**WHAT TO PRODUCE**.
Copy out precisely the line that holds "cairo_font_options_destroy(options);" and all the lines following it in the data, up to and including the last one, and no others.

**INFORMATION**.
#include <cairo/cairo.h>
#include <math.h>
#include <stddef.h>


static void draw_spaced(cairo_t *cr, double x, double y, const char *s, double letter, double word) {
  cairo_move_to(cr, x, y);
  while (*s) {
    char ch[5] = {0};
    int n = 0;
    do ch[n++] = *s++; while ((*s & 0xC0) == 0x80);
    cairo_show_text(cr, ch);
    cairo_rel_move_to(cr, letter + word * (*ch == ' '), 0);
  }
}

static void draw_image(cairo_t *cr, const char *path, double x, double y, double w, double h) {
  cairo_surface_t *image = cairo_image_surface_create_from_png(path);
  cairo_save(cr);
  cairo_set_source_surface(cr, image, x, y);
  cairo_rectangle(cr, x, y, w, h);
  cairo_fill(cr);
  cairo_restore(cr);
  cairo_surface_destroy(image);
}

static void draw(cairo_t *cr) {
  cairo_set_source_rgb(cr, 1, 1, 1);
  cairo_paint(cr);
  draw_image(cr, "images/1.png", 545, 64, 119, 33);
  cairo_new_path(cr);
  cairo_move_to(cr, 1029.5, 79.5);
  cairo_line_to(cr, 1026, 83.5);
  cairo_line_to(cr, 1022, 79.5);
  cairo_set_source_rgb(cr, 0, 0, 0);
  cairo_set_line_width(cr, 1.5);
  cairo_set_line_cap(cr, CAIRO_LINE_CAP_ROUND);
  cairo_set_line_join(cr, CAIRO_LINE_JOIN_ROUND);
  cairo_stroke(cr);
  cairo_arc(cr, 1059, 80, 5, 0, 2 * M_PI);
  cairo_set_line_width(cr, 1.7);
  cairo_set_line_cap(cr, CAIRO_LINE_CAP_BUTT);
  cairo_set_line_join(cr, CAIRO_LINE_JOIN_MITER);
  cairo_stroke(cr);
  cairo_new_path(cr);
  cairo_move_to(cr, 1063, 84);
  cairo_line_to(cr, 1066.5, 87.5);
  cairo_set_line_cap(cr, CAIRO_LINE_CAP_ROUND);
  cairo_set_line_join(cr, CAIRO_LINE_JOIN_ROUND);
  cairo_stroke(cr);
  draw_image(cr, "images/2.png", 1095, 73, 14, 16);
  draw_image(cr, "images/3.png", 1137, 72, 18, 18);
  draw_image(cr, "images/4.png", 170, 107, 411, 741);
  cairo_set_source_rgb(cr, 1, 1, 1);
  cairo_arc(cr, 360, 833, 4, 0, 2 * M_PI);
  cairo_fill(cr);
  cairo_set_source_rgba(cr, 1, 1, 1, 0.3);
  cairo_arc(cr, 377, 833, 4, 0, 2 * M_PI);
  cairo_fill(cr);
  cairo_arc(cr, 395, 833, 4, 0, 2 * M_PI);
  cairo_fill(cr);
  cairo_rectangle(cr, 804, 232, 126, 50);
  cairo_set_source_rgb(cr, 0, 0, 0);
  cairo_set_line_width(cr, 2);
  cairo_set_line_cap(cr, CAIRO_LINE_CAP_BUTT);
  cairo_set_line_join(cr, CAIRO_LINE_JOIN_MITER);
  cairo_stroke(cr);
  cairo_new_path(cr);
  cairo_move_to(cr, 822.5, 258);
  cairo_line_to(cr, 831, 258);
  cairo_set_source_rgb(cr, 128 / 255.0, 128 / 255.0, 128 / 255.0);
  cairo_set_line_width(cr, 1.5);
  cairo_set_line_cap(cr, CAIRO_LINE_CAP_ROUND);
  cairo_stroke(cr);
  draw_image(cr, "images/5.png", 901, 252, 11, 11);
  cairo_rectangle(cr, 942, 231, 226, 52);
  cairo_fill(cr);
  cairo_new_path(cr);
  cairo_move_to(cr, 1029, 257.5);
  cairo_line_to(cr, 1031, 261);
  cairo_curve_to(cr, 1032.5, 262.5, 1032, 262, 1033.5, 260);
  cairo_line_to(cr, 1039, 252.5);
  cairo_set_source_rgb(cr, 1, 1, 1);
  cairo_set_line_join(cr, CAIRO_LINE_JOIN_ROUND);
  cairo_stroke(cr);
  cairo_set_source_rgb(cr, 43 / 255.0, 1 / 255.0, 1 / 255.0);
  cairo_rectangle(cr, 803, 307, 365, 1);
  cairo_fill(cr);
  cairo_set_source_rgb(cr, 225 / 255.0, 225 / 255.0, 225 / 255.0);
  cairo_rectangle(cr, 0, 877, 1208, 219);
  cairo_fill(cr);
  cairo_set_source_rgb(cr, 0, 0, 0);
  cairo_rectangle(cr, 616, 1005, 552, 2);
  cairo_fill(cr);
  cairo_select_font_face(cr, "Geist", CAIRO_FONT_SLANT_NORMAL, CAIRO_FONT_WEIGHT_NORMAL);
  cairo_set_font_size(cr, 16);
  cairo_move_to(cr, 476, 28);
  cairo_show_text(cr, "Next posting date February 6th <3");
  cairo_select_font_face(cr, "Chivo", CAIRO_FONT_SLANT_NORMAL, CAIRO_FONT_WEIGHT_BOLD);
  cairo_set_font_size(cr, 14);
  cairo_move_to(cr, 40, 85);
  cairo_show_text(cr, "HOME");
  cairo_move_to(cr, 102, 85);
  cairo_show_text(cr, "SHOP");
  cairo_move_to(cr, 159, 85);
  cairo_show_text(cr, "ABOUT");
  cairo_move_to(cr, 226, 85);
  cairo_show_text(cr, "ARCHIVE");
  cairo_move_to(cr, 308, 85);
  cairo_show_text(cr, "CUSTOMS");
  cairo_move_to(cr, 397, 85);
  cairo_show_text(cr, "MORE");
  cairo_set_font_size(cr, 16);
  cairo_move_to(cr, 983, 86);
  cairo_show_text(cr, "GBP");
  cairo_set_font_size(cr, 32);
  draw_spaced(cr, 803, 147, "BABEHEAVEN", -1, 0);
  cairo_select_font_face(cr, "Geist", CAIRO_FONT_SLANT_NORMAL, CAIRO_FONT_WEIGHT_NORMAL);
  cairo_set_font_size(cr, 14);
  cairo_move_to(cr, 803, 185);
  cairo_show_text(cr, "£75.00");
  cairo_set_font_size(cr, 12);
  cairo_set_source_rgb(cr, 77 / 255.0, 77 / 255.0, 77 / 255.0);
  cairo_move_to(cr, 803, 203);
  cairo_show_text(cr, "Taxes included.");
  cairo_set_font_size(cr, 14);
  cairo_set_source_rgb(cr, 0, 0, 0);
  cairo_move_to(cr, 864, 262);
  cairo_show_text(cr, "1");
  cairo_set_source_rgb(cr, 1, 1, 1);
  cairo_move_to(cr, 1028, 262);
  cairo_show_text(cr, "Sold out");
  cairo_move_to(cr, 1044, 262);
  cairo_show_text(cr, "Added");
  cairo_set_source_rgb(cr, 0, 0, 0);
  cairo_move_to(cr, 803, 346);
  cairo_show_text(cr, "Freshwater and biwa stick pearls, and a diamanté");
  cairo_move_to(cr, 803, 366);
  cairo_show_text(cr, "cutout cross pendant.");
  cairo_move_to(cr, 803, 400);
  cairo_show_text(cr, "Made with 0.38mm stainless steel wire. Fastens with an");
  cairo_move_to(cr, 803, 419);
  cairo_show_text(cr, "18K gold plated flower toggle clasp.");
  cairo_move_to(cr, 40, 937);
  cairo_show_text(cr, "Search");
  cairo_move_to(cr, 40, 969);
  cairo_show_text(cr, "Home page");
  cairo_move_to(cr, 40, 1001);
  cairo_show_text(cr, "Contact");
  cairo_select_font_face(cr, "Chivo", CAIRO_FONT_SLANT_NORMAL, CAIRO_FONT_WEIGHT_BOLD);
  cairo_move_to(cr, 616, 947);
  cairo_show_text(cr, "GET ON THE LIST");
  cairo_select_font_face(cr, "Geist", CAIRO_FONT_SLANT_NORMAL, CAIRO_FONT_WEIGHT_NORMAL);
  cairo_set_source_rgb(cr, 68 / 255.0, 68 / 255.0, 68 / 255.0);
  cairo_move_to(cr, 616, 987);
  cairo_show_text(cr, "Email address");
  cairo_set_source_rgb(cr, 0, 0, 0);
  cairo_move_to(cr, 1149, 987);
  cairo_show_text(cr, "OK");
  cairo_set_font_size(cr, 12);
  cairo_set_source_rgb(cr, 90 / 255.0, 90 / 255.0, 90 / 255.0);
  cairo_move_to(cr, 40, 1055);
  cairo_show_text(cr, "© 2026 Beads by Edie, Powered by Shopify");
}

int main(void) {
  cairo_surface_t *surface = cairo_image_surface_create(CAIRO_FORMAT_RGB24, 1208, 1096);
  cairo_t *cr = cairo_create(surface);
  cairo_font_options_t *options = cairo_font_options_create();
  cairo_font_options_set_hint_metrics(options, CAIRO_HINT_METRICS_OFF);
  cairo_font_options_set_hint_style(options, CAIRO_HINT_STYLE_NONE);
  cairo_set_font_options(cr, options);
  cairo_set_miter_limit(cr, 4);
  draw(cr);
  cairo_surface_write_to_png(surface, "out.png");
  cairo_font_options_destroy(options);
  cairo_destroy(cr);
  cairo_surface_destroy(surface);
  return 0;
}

**WRITTEN REPLY**.
  cairo_font_options_destroy(options);
  cairo_destroy(cr);
  cairo_surface_destroy(surface);
  return 0;
}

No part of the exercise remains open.